# [Instructions for the task]
Collect all lines containing the word "bottom" from the data.
▶
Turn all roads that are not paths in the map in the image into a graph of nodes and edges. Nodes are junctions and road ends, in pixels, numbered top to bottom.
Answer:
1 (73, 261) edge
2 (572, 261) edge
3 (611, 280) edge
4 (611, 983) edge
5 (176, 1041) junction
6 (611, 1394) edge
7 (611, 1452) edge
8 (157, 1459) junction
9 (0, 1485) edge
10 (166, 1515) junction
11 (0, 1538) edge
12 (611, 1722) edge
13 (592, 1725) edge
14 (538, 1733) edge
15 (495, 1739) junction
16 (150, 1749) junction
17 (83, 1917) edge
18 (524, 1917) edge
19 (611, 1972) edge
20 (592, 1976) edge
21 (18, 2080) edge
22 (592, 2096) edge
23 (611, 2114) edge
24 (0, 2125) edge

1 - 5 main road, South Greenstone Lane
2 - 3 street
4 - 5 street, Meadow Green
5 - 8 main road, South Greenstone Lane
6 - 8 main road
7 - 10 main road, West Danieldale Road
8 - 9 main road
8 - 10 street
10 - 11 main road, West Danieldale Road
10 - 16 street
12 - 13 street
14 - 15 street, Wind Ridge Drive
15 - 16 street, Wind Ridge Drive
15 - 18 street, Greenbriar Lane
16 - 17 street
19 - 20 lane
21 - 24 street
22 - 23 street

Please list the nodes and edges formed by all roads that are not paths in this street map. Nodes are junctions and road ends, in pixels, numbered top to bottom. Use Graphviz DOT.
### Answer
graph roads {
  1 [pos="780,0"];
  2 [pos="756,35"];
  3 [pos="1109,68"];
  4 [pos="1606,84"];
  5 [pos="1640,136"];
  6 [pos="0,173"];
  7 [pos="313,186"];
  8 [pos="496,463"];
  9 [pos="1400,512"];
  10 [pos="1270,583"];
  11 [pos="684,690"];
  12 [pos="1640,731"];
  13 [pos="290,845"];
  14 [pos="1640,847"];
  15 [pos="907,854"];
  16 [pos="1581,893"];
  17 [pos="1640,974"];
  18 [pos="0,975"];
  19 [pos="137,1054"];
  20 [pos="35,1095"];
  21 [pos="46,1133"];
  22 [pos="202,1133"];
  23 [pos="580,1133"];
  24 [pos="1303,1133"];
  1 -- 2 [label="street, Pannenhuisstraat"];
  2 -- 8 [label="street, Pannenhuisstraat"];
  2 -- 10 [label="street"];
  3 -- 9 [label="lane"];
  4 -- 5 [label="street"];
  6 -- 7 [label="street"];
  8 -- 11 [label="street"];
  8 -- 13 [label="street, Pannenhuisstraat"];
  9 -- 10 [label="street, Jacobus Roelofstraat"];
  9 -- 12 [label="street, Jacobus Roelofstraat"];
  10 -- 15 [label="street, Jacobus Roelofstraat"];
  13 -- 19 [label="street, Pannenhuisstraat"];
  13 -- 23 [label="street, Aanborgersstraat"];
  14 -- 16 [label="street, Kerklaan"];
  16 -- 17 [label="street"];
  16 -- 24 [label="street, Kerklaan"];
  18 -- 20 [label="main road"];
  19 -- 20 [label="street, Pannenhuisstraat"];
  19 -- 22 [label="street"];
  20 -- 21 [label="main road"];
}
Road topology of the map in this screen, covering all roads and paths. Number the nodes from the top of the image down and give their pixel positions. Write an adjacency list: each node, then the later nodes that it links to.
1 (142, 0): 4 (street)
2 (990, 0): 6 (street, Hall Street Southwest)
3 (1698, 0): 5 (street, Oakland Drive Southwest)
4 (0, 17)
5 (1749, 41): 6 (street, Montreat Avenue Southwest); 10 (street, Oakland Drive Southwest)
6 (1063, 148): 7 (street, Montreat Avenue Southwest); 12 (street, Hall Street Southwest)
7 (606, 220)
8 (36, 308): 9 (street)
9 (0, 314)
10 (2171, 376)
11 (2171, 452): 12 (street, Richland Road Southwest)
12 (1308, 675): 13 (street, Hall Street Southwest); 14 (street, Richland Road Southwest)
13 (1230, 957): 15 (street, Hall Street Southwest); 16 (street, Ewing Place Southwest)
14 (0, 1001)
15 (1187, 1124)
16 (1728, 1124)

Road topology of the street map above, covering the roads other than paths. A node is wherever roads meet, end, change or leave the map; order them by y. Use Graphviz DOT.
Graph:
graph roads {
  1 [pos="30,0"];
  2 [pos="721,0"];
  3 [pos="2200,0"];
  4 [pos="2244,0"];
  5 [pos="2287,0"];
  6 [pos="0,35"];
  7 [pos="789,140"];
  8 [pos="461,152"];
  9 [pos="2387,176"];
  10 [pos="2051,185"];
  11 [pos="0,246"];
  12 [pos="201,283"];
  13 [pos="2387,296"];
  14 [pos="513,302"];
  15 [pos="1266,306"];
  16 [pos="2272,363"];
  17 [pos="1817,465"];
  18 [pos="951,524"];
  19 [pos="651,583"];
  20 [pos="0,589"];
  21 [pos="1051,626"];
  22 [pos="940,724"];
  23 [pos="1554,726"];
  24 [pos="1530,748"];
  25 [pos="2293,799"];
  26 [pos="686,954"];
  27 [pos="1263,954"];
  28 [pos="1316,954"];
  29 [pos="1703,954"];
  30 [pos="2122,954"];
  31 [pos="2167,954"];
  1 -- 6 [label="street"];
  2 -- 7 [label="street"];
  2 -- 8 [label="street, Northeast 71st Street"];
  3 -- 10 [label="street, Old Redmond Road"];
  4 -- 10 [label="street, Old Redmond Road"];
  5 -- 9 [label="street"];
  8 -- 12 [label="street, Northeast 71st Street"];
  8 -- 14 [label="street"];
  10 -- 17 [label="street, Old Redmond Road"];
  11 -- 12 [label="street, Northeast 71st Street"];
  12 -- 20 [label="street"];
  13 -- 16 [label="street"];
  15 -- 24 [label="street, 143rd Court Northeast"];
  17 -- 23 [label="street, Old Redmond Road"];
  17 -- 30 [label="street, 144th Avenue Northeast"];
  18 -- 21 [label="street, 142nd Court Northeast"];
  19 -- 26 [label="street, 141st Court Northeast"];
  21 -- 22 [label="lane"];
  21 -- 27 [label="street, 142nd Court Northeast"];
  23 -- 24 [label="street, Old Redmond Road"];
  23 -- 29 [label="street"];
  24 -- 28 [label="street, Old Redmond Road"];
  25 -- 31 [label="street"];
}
◀
# [Solved problem]
Turn all roads that are not paths in the map in the image into a graph of nodes and edges. Nodes are junctions and road ends, in pixels, numbered top to bottom.
Please list the nodes and edges formed by all roads that are not paths in this street map. Nodes are junctions and road ends, in pixels, numbered top to bottom. Use Graphviz DOT.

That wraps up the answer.